This means that the TPP will serve as a—the—decisive building block for beyond-WTO trade arrangements. Without success in the TPP (or TTIP, which also has the size and importance to have become the new global standard if it had been concluded before the TPP) negotiations, there was a danger that the advantages of an integrated global trading system would be degraded by adoption of multiple and partially incompatible sub-regional agreements. Now those negotiating bilateral and mini-lateral agreements are likely to strive for consistency with the requirements adopted by key trading nations and the firms based in them.

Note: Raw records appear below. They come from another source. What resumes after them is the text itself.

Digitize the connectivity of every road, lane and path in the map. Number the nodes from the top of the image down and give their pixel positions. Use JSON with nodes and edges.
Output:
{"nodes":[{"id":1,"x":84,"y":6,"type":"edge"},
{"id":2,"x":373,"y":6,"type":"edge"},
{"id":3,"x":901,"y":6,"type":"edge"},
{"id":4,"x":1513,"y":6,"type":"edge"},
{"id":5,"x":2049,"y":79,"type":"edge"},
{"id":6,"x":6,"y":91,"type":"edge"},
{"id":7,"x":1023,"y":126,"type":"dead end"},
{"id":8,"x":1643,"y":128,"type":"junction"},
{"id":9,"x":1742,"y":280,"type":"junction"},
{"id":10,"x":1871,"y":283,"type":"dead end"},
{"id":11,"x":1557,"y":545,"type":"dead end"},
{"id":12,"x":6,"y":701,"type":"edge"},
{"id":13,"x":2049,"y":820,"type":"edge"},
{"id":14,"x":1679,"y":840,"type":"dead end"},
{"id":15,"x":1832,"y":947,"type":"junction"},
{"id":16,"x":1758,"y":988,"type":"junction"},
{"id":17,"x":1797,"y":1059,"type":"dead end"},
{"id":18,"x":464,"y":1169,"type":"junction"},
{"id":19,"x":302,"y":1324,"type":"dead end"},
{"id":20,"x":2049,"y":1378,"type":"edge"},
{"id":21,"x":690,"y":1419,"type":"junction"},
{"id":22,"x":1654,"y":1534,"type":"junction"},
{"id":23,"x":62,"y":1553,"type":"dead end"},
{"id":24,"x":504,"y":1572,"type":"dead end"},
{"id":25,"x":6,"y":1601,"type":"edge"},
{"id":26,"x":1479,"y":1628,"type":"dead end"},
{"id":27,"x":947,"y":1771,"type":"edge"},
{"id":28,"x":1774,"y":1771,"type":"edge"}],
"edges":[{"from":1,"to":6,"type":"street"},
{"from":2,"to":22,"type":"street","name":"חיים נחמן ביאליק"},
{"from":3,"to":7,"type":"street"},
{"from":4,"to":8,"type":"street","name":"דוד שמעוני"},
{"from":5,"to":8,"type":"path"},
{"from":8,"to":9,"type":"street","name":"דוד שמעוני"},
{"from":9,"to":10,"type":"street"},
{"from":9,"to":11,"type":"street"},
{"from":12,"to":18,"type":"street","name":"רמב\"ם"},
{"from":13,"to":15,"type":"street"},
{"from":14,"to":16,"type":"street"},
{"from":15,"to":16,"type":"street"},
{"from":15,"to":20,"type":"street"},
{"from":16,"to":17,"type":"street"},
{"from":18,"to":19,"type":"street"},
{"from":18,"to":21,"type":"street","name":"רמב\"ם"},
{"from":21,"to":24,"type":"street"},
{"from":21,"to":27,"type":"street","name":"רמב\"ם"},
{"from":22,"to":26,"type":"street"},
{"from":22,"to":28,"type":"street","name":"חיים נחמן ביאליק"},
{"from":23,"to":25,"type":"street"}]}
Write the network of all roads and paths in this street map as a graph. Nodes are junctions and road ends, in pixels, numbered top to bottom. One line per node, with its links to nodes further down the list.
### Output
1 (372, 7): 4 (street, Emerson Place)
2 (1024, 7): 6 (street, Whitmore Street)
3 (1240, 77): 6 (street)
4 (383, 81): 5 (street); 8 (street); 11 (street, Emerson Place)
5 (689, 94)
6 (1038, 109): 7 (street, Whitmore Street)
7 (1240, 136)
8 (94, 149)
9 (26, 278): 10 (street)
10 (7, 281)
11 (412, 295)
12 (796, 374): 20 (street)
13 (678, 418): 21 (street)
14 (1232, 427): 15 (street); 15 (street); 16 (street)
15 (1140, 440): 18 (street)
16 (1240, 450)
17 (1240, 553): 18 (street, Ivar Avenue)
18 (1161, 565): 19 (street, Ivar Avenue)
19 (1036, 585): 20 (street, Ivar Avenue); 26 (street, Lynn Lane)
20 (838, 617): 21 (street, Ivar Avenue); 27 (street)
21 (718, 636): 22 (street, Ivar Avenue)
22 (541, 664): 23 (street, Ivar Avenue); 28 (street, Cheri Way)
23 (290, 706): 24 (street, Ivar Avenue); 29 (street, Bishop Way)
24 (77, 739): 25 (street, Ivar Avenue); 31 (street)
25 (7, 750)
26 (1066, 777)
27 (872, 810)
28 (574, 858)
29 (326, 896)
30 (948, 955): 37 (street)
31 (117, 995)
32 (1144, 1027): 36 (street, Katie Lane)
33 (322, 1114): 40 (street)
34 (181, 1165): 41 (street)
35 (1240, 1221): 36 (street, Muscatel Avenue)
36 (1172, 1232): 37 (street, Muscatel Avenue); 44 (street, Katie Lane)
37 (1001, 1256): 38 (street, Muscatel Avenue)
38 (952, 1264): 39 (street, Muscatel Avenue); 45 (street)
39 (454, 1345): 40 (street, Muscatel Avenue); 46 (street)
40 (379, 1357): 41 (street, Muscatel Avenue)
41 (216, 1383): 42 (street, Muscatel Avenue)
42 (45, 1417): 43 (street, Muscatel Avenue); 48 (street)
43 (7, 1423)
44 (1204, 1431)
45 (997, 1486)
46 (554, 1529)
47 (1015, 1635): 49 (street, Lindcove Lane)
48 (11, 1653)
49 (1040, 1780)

The TPP is often but erroneously described as part of a U.S. effort to contain or constrain China. It isn’t. The United States should and will seek to bring China into the TPP, not to exclude it. I anticipate that Beijing will join together with South Korea, Indonesia, and possibly other states that are not yet members.

 

Thomas Fingar is a Shorenstein APARC Distinguished in the Freeman Spogli Institute for International Studies. He served previously as assistant secretary of the State Department’s Bureau of Intelligence and Research, principal deputy assistant secretary, deputy assistant secretary for analysis, director of the Office of Analysis for East Asia and the Pacific, and chief of the China Division.

 

Does the TPP carry security benefits? What are possible consequences for the U.S.-Japan relationship?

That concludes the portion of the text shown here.